The person who brought this metaphor into general usage is Herbert Freudenberger, who in a now-widely cited article addresses what he calls the "burnout" among himself and his colleagues.

Interestingly, Freudenberger does not see burnout as an aspect of work generally, or even as an aspect of work in the "helping professions" such as medicine and social work. Rather, he sees it as a symptom of the particular kind of work that he and his colleagues are engaged in: work in the "free clinic" movement, a movement that sought to provide services to those in need, somewhat outside the ambit of the traditional medical system. He hypothesizes that burnout is a symptom of this kind of idealistically motivated work, perhaps arising also in "alternative self-help or crisis intervention institutions."
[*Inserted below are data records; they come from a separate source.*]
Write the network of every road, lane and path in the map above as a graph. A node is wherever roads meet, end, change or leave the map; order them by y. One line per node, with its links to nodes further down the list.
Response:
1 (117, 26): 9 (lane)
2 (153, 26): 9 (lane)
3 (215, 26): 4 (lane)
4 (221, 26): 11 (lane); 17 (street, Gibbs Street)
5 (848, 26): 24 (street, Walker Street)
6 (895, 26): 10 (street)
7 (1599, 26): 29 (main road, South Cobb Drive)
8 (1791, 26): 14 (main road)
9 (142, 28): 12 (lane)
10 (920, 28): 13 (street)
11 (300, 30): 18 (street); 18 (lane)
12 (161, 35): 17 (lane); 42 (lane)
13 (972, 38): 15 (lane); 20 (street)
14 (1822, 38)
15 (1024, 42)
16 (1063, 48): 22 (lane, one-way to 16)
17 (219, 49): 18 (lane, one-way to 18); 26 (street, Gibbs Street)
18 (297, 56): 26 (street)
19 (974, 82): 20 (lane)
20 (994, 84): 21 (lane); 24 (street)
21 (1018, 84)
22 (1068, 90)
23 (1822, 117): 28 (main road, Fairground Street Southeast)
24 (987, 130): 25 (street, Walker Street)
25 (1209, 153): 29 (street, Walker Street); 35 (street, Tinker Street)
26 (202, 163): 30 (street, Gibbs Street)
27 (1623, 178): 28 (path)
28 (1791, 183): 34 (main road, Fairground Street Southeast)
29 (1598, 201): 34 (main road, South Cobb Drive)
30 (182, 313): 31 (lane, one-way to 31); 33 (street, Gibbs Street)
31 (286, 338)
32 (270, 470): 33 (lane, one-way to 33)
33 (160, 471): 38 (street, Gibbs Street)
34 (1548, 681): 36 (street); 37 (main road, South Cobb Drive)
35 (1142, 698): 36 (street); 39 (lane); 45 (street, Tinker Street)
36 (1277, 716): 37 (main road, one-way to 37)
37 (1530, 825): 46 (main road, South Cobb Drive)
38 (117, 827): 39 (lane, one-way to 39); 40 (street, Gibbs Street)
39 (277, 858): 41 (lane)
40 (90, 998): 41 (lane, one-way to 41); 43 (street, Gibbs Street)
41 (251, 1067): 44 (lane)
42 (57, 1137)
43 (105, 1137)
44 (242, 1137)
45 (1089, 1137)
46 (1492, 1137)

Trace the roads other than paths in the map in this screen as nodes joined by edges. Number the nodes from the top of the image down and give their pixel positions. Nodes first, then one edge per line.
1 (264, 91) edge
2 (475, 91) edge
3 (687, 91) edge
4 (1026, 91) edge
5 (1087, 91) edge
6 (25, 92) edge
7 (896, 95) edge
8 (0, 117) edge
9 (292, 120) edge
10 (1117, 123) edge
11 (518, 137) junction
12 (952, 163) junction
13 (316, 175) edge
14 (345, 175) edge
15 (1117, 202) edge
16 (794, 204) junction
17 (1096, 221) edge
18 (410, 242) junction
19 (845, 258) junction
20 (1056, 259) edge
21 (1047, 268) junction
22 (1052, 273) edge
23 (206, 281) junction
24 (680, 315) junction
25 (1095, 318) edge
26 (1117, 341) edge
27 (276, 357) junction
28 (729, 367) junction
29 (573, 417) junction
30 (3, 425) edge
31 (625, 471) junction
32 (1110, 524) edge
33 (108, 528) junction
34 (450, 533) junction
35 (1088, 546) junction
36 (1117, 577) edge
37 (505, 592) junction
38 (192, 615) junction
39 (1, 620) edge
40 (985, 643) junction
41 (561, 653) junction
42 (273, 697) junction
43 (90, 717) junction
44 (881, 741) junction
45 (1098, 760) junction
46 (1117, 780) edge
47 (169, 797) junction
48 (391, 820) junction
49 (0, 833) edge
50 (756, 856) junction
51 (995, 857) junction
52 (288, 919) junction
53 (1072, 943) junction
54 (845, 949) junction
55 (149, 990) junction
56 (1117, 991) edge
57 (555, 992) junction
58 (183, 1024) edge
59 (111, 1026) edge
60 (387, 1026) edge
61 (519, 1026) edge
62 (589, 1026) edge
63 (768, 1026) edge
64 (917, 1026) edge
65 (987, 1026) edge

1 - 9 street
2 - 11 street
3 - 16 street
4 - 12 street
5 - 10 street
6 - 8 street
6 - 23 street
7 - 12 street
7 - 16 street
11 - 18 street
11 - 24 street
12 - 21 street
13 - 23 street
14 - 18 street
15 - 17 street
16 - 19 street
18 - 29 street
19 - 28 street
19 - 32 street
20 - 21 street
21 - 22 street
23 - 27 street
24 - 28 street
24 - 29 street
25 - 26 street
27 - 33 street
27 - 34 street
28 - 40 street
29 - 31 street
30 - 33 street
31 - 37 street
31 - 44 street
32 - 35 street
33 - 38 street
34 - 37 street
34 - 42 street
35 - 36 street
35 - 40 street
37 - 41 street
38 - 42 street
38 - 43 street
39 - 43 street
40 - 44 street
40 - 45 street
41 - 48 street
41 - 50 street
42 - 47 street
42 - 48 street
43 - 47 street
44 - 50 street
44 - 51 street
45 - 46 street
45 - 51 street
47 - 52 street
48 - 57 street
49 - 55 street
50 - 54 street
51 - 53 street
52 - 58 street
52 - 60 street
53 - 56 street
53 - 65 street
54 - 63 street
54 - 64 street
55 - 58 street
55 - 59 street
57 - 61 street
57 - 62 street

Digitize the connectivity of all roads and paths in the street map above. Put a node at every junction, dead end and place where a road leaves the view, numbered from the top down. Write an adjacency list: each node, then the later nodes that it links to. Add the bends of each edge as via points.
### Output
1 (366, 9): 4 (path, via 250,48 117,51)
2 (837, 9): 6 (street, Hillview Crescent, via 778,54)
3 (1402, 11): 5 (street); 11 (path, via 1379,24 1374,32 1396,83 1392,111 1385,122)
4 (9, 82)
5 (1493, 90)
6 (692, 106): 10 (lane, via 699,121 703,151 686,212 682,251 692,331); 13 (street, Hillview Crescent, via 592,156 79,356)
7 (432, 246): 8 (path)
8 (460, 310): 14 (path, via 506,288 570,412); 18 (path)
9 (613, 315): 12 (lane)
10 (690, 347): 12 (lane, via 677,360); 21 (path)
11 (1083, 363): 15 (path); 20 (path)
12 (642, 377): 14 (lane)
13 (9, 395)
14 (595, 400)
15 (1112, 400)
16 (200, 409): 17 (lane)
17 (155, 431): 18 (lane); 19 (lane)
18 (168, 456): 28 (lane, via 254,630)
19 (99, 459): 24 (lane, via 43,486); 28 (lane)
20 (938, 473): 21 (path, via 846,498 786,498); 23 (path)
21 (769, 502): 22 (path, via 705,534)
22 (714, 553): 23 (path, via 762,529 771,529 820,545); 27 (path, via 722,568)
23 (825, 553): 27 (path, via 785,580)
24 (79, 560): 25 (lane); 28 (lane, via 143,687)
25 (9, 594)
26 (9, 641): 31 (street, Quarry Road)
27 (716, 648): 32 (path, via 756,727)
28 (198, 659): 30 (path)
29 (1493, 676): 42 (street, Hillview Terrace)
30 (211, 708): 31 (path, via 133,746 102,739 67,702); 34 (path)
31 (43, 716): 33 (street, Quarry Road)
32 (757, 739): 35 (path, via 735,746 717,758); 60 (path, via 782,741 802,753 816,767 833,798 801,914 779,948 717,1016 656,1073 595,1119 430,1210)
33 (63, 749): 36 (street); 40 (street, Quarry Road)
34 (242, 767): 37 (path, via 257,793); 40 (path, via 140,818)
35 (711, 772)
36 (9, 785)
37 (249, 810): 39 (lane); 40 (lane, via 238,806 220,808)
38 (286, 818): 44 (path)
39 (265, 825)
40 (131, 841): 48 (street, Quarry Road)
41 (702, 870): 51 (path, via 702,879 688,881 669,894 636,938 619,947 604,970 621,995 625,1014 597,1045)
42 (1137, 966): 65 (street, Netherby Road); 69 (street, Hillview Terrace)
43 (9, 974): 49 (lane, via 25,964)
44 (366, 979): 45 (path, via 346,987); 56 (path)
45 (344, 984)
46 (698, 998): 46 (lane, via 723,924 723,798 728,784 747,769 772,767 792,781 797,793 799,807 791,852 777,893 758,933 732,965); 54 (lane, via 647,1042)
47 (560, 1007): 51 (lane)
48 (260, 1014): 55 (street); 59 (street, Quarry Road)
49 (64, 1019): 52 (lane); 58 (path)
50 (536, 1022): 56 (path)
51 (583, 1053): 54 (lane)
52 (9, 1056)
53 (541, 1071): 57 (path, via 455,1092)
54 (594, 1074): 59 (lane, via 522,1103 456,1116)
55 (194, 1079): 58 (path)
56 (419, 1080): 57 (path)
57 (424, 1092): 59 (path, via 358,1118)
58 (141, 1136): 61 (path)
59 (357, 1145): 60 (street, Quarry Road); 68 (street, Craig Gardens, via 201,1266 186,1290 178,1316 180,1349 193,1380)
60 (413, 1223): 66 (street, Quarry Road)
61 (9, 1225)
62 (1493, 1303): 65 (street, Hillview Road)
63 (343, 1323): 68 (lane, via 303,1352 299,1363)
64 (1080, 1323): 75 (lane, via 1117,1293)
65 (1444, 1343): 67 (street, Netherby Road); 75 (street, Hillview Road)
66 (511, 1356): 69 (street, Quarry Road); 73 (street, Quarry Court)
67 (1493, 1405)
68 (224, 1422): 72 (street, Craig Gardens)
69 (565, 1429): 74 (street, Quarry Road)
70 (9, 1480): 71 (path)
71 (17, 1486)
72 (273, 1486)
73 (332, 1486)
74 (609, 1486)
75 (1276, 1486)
The idea that someone could be burnt out by one's work as, say, a product manager at a technology company, does not seem to be on Freudenberger's radar. For him, burnout is the flipside of a distinctive kind of overtaxing, and often underpaid, committed labor. His solutions can accordingly feel a touch quaint to someone experiencing 21st-century burnout. He advocates taking time off, reducing hours, and, where appropriate, mourning the loss of one's ideals. These recommendations, directed at volunteers as much as they are to employees, are sensible ones, but they do not always seem realistic to many of those experiencing burnout today.

Contemporary Notion of Burnout

Our contemporary notion of burnout—roughly, stress and exhaustion due to overwork or related causes—therefore stands at least two removes from more basic notions of burnout. We begin with the literal application of burnout to engines and circuits, which are burned out in the course of energy creation or transmission. We then move to Freudenberger's extended notion, in which people can be burned out in their pursuit of higher ideals. We move finally to our contemporary notion, which is simply a notion of stress and exhaustion, with no claim about what all that stress and exhaustion is even for.

For many, the sources of burnout will be clear: Burnout is often a consequence of needing to work a full-time job at the same time as raising a family, for example. And, as Freudenberger emphasizes, it is also clear enough what leads someone to work 80-hour weeks for little pay in a free clinic—namely, their ideals. But sometimes the origins of our burnout may be more obscure. So, if we are feeling burned out, it can occasionally be worth asking what ideals we ourselves are pursuing. If this question does not have a ready answer, that itself is an important symptom. People are not engines or circuits, and there is no particular task that they are designed to do and no particular fuel that they need to do it. So, when people feel they have burned themselves out, it is occasionally worth asking: to what end?

References

Byung-Chul Han. 2015. The Burnout Society. Stanford University Press.

Herbert Freudenberger. 1974. Staff Burn-out. Journal of Social Issues.